*** Data in this exercise Section Begins ***

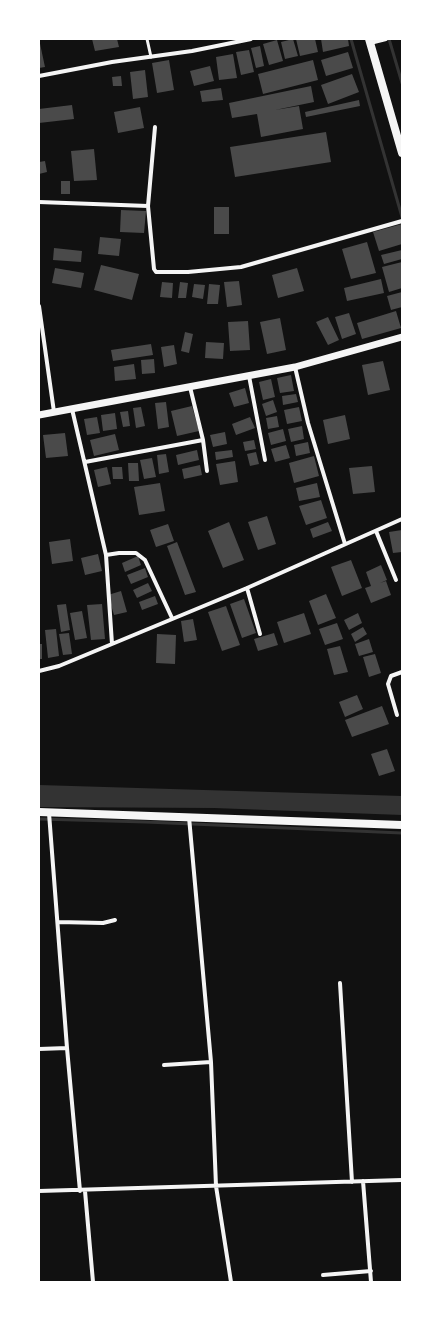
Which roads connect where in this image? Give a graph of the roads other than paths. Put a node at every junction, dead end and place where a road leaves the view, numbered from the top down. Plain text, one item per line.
1 (147, 39) edge
2 (251, 39) edge
3 (386, 39) edge
4 (369, 41) edge
5 (151, 57) junction
6 (39, 76) edge
7 (154, 127) dead end
8 (402, 153) edge
9 (39, 202) edge
10 (148, 206) junction
11 (402, 221) edge
12 (39, 306) edge
13 (402, 338) edge
14 (295, 367) junction
15 (249, 376) junction
16 (190, 387) junction
17 (72, 409) junction
18 (54, 412) junction
19 (39, 415) edge
20 (203, 440) junction
21 (265, 460) dead end
22 (85, 462) junction
23 (207, 471) dead end
24 (402, 519) edge
25 (376, 531) junction
26 (345, 544) junction
27 (106, 556) junction
28 (396, 580) dead end
29 (247, 588) junction
30 (172, 618) junction
31 (260, 634) dead end
32 (112, 644) junction
33 (39, 671) edge
34 (402, 672) edge
35 (396, 715) dead end
36 (39, 812) edge
37 (49, 812) junction
38 (189, 817) junction
39 (402, 825) edge
40 (115, 920) dead end
41 (58, 922) junction
42 (340, 983) dead end
43 (67, 1048) junction
44 (39, 1049) edge
45 (211, 1062) junction
46 (164, 1064) dead end
47 (402, 1180) edge
48 (352, 1182) junction
49 (364, 1182) junction
50 (216, 1186) junction
51 (39, 1191) edge
52 (80, 1191) junction
53 (85, 1191) junction
54 (371, 1271) junction
55 (323, 1275) dead end
56 (93, 1282) edge
57 (231, 1282) edge
58 (372, 1282) edge

1 - 5 lane
2 - 5 street
3 - 4 street
4 - 8 main road
5 - 6 street
7 - 10 street
9 - 10 street
10 - 11 street
12 - 18 street
13 - 14 street
14 - 15 street
14 - 26 street
15 - 16 street
15 - 21 street
16 - 17 street
16 - 20 street
17 - 18 street
17 - 22 street
18 - 19 street
20 - 22 street
20 - 23 street
22 - 27 street
24 - 25 street
25 - 26 street
25 - 28 street
26 - 29 street
27 - 30 street
27 - 32 street
29 - 30 street
29 - 31 street
30 - 32 street
32 - 33 street
34 - 35 street
36 - 37 main road
37 - 38 main road
37 - 41 street
38 - 39 main road
38 - 45 street
40 - 41 street
41 - 43 street
42 - 48 street
43 - 44 street
43 - 52 street
45 - 46 street
45 - 50 street
47 - 49 street
48 - 49 street
48 - 50 street
49 - 54 street
50 - 53 street
50 - 57 street
51 - 52 street
52 - 53 street
53 - 56 street
54 - 55 street
54 - 58 street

*** Data in this exercise Section Ends ***

What you are asked to do —
Your answer must be an exact copy of the records, free of images.

Answer box —
Which roads connect where in this image? Give a graph of the roads other than paths. Put a node at every junction, dead end and place where a road leaves the view, numbered from the top down. Plain text, one item per line.
1 (147, 39) edge
2 (251, 39) edge
3 (386, 39) edge
4 (369, 41) edge
5 (151, 57) junction
6 (39, 76) edge
7 (154, 127) dead end
8 (402, 153) edge
9 (39, 202) edge
10 (148, 206) junction
11 (402, 221) edge
12 (39, 306) edge
13 (402, 338) edge
14 (295, 367) junction
15 (249, 376) junction
16 (190, 387) junction
17 (72, 409) junction
18 (54, 412) junction
19 (39, 415) edge
20 (203, 440) junction
21 (265, 460) dead end
22 (85, 462) junction
23 (207, 471) dead end
24 (402, 519) edge
25 (376, 531) junction
26 (345, 544) junction
27 (106, 556) junction
28 (396, 580) dead end
29 (247, 588) junction
30 (172, 618) junction
31 (260, 634) dead end
32 (112, 644) junction
33 (39, 671) edge
34 (402, 672) edge
35 (396, 715) dead end
36 (39, 812) edge
37 (49, 812) junction
38 (189, 817) junction
39 (402, 825) edge
40 (115, 920) dead end
41 (58, 922) junction
42 (340, 983) dead end
43 (67, 1048) junction
44 (39, 1049) edge
45 (211, 1062) junction
46 (164, 1064) dead end
47 (402, 1180) edge
48 (352, 1182) junction
49 (364, 1182) junction
50 (216, 1186) junction
51 (39, 1191) edge
52 (80, 1191) junction
53 (85, 1191) junction
54 (371, 1271) junction
55 (323, 1275) dead end
56 (93, 1282) edge
57 (231, 1282) edge
58 (372, 1282) edge

1 - 5 lane
2 - 5 street
3 - 4 street
4 - 8 main road
5 - 6 street
7 - 10 street
9 - 10 street
10 - 11 street
12 - 18 street
13 - 14 street
14 - 15 street
14 - 26 street
15 - 16 street
15 - 21 street
16 - 17 street
16 - 20 street
17 - 18 street
17 - 22 street
18 - 19 street
20 - 22 street
20 - 23 street
22 - 27 street
24 - 25 street
25 - 26 street
25 - 28 street
26 - 29 street
27 - 30 street
27 - 32 street
29 - 30 street
29 - 31 street
30 - 32 street
32 - 33 street
34 - 35 street
36 - 37 main road
37 - 38 main road
37 - 41 street
38 - 39 main road
38 - 45 street
40 - 41 street
41 - 43 street
42 - 48 street
43 - 44 street
43 - 52 street
45 - 46 street
45 - 50 street
47 - 49 street
48 - 49 street
48 - 50 street
49 - 54 street
50 - 53 street
50 - 57 street
51 - 52 street
52 - 53 street
53 - 56 street
54 - 55 street
54 - 58 street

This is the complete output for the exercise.